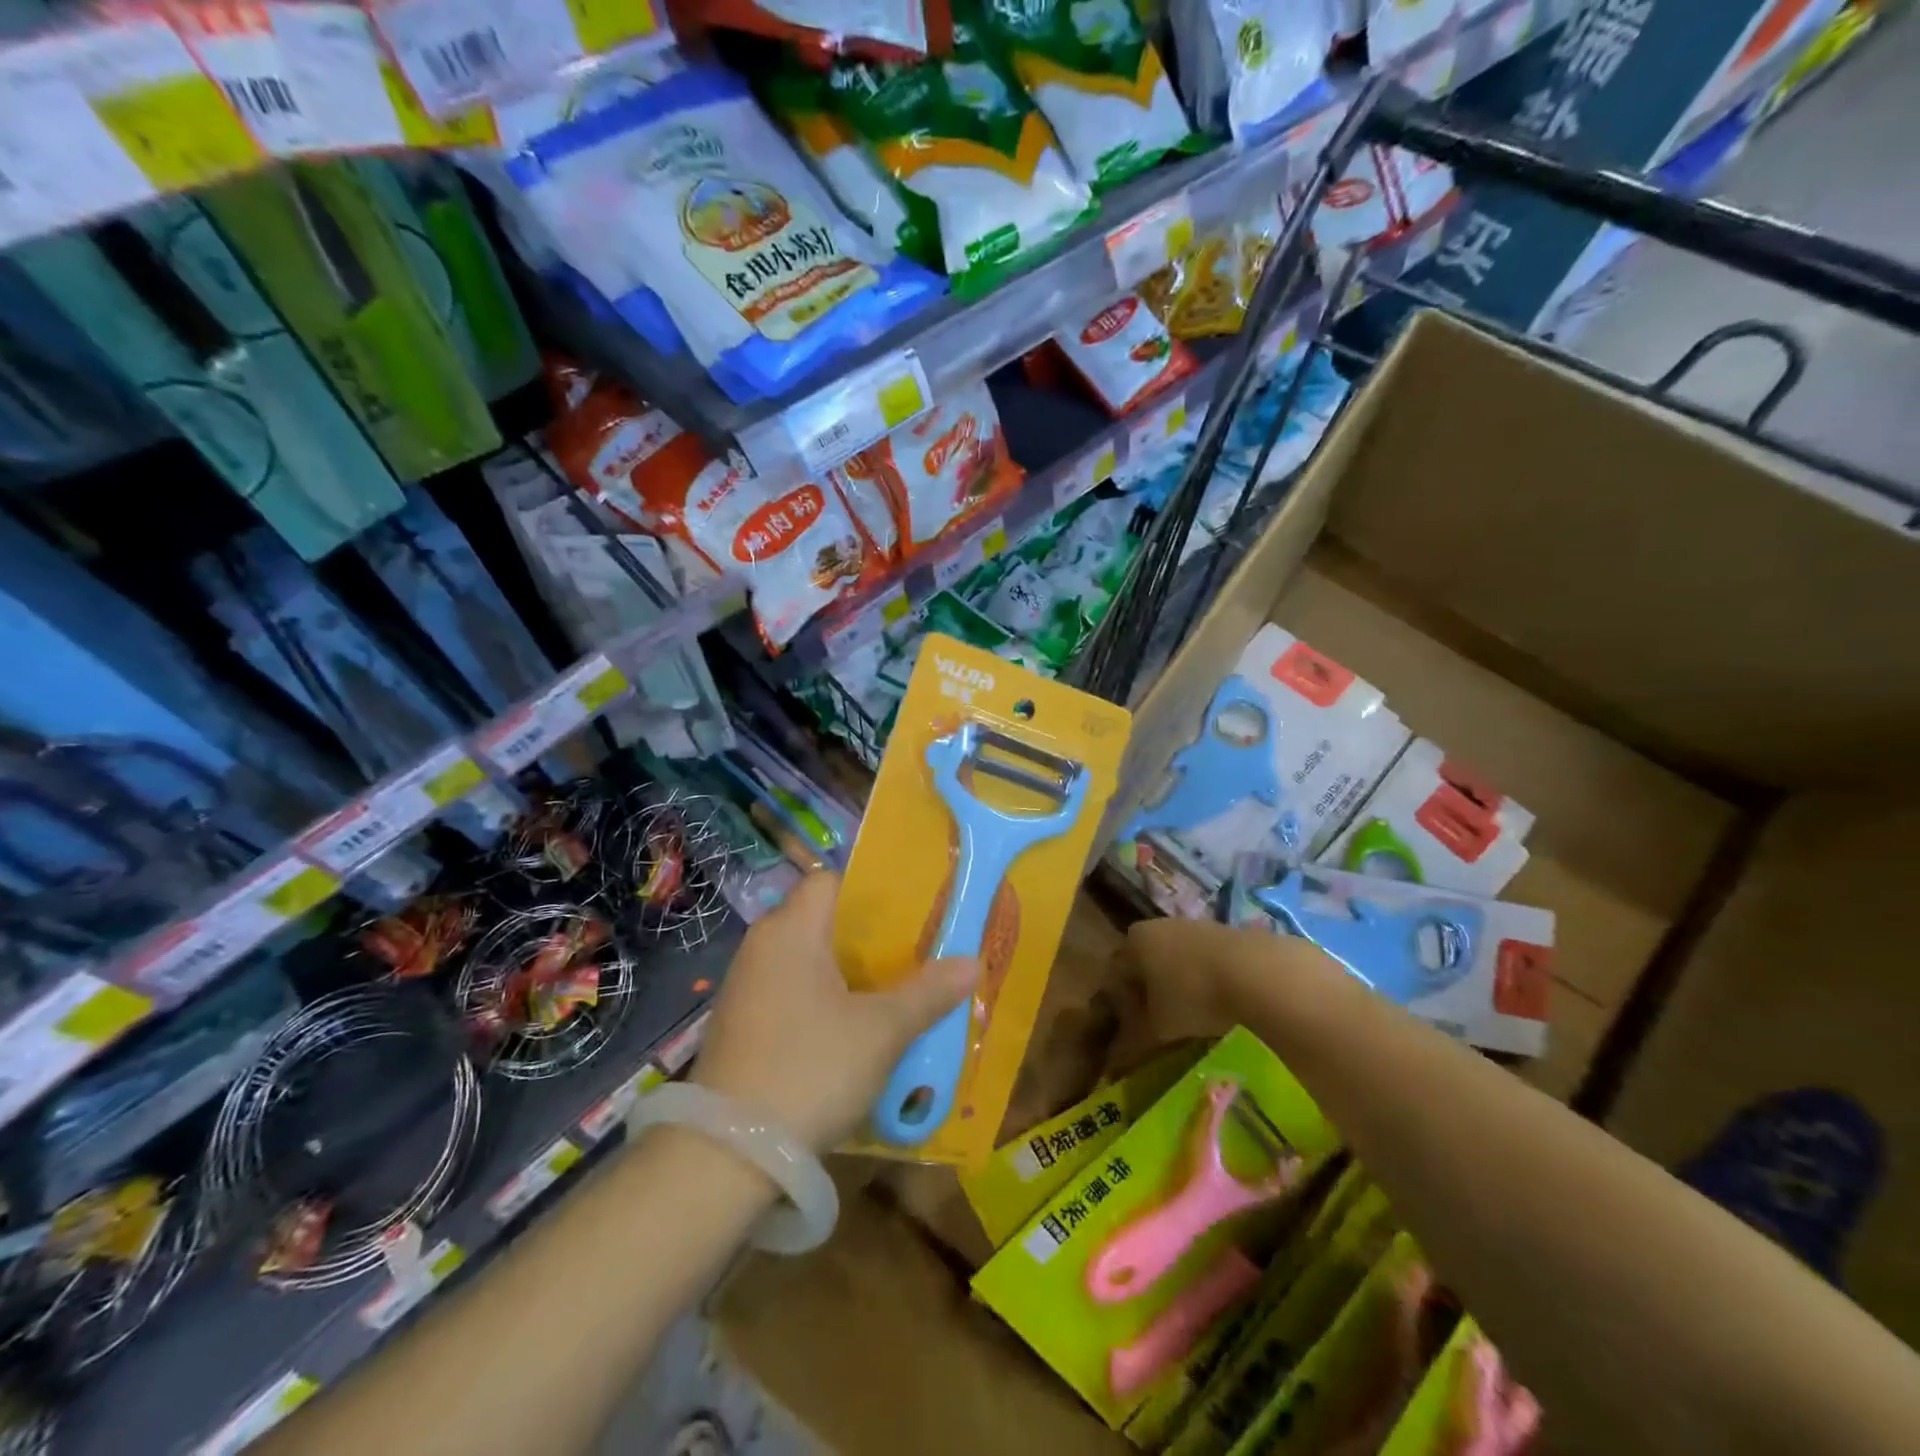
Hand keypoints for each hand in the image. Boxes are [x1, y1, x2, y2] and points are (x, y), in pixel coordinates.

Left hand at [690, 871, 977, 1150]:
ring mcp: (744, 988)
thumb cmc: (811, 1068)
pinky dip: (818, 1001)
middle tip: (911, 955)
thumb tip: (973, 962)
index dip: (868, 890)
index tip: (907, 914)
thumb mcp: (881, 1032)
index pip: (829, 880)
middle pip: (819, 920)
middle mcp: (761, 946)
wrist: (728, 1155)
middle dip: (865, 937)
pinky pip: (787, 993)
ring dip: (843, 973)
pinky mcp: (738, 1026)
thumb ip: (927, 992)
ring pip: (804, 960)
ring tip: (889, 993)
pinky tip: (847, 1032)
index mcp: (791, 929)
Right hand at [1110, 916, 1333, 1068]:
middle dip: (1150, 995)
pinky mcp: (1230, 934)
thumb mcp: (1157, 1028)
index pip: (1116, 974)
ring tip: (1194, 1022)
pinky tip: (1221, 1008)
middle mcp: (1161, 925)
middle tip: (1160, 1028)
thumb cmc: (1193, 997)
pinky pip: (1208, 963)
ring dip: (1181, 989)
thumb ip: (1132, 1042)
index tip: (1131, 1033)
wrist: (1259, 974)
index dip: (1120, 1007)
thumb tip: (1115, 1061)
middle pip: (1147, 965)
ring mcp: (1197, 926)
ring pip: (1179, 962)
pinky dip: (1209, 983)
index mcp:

TASK DIRECTIONS: Which lines of the listing contain the string "thumb"? Copy each of them.

ANSWER BOX:
thumb cmc: (811, 1068)
thumb tip: (973, 962)
thumb mcp: (881, 1032)
thumb ip: (927, 992)
thumb mcp: (1157, 1028)
thumb cmc: (1193, 997)
thumb ip: (1132, 1042)
thumb tip: (1115, 1061)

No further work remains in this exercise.